[Start of section]
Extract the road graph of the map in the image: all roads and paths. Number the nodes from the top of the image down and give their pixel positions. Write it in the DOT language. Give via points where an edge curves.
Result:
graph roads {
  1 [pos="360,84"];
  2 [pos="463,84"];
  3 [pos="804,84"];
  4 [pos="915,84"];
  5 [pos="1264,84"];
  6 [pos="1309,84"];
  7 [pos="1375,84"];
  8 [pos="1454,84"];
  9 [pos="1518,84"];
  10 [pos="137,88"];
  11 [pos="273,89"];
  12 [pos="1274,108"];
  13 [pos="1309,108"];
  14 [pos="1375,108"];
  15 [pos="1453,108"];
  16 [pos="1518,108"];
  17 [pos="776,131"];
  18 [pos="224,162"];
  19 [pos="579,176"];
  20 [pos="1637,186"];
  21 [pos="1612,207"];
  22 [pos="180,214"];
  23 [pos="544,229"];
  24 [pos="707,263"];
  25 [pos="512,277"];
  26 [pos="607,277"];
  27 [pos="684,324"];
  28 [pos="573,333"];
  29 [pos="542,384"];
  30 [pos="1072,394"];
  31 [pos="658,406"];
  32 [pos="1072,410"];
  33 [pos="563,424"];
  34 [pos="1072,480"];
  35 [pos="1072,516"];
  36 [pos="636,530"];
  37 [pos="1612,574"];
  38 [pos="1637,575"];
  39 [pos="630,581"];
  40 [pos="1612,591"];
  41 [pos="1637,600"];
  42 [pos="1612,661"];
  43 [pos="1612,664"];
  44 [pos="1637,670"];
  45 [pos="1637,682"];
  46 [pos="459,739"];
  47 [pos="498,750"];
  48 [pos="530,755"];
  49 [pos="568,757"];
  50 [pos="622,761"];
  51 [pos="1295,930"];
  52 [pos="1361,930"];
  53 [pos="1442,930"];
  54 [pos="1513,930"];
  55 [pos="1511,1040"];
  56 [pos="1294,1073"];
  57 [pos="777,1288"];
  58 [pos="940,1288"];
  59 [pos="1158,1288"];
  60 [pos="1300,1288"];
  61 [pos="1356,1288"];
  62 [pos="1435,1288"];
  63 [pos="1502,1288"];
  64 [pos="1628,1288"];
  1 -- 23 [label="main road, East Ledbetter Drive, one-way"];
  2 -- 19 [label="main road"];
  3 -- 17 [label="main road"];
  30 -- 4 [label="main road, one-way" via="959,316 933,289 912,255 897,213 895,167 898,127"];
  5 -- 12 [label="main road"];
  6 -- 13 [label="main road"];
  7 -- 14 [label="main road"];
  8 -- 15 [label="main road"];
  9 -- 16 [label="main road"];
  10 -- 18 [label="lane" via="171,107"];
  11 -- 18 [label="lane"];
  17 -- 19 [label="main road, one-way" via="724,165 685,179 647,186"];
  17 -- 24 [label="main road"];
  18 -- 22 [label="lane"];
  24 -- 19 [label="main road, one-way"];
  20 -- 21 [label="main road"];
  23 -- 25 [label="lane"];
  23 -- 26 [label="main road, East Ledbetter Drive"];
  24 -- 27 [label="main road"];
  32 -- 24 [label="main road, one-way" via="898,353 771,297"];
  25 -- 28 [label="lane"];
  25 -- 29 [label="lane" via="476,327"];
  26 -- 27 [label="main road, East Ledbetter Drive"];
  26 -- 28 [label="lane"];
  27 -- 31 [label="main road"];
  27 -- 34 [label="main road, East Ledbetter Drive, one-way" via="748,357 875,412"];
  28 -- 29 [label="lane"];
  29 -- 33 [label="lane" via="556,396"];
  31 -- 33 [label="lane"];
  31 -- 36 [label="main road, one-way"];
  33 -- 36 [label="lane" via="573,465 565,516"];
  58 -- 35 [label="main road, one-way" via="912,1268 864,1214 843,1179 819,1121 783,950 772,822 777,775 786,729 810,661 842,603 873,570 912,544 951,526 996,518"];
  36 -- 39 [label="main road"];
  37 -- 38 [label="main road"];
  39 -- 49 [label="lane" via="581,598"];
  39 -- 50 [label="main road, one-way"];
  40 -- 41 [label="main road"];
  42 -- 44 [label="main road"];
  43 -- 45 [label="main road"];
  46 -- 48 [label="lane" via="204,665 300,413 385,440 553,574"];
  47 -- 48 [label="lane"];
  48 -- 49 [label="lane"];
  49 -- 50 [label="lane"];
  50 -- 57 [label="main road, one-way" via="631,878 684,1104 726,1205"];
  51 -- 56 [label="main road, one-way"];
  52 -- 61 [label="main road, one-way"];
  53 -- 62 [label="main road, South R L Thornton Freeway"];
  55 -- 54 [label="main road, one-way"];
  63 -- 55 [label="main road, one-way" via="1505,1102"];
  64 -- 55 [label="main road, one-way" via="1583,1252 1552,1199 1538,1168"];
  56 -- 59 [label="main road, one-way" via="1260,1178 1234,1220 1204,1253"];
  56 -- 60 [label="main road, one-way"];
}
[End of section]
Select, from the listing, all lines that include the word "graph".

Extract the road graph of the map in the image: all roads and paths. Number the nodes from the top of the image down and give their pixel positions. Write it in the DOT language. Give via points where an edge curves.
graph roads {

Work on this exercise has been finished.